EXERCISE DETAILS
For this exercise, report every line of the material that includes "points".

RECORDS PROVIDED
**********

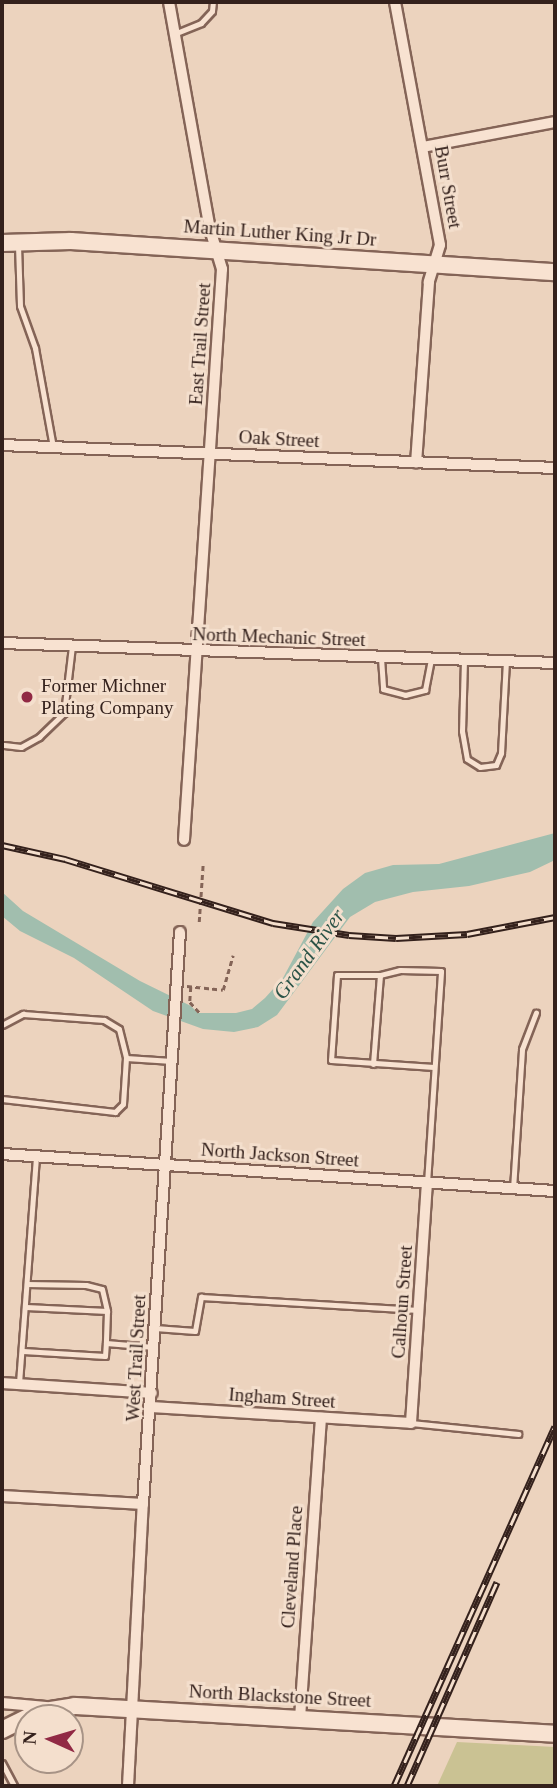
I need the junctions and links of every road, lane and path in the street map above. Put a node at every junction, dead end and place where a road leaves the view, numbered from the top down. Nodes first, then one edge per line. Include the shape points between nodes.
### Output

**********

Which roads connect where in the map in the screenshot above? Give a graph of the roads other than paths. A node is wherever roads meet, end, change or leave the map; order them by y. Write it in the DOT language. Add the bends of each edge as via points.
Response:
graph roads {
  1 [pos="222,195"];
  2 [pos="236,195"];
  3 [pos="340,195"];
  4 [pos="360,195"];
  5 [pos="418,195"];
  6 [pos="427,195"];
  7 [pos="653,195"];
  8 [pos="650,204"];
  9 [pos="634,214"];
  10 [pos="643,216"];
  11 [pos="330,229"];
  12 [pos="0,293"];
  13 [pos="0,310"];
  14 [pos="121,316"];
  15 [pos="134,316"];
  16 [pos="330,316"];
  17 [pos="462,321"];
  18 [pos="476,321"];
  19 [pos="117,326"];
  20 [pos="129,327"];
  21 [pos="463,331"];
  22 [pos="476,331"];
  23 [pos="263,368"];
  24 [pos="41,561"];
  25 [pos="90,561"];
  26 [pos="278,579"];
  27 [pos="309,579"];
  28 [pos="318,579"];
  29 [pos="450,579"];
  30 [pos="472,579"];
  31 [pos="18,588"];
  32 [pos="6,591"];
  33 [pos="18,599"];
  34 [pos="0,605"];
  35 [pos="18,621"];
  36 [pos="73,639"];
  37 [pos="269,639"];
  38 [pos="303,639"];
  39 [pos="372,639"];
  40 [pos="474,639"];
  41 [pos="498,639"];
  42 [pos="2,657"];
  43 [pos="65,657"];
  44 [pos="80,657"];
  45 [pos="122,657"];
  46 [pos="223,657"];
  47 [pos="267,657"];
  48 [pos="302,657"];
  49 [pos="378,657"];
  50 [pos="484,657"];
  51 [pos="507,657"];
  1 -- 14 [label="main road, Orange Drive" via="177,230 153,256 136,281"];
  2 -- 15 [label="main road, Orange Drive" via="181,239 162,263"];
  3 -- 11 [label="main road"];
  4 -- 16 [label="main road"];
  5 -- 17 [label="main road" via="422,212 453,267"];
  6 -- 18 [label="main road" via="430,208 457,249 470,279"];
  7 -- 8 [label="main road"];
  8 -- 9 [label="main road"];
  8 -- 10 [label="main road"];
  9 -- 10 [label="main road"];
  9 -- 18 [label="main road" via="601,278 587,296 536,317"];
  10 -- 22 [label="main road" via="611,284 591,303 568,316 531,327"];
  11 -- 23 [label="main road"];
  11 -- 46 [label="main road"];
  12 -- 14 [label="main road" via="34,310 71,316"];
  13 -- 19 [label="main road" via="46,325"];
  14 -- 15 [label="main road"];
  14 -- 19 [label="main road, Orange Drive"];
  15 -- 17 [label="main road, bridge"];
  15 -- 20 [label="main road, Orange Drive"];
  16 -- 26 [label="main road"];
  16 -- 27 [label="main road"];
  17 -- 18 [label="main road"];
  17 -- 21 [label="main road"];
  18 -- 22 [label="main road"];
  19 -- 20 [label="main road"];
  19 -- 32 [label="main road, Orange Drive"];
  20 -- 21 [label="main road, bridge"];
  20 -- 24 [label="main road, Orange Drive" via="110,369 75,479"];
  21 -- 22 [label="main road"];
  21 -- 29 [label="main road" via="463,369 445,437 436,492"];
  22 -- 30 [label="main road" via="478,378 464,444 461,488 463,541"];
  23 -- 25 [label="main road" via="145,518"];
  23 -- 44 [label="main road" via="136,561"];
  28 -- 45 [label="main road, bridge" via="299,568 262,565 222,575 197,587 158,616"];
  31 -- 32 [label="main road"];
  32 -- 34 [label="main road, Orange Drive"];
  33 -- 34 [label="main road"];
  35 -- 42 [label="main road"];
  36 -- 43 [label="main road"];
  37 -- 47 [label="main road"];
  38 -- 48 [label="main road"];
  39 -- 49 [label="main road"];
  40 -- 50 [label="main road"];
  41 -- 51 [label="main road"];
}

**********

RESPONSE TO THIS TASK
I need the junctions and links of every road, lane and path in the street map above. Put a node at every junction, dead end and place where a road leaves the view, numbered from the top down. Nodes first, then one edge per line. Include the shape points between nodes.
Which roads connect where in the map in the screenshot above? Give a graph of the roads other than paths. A node is wherever roads meet, end, change or leave the map; order them by y. Write it in the DOT language. Add the bends of each edge as via points.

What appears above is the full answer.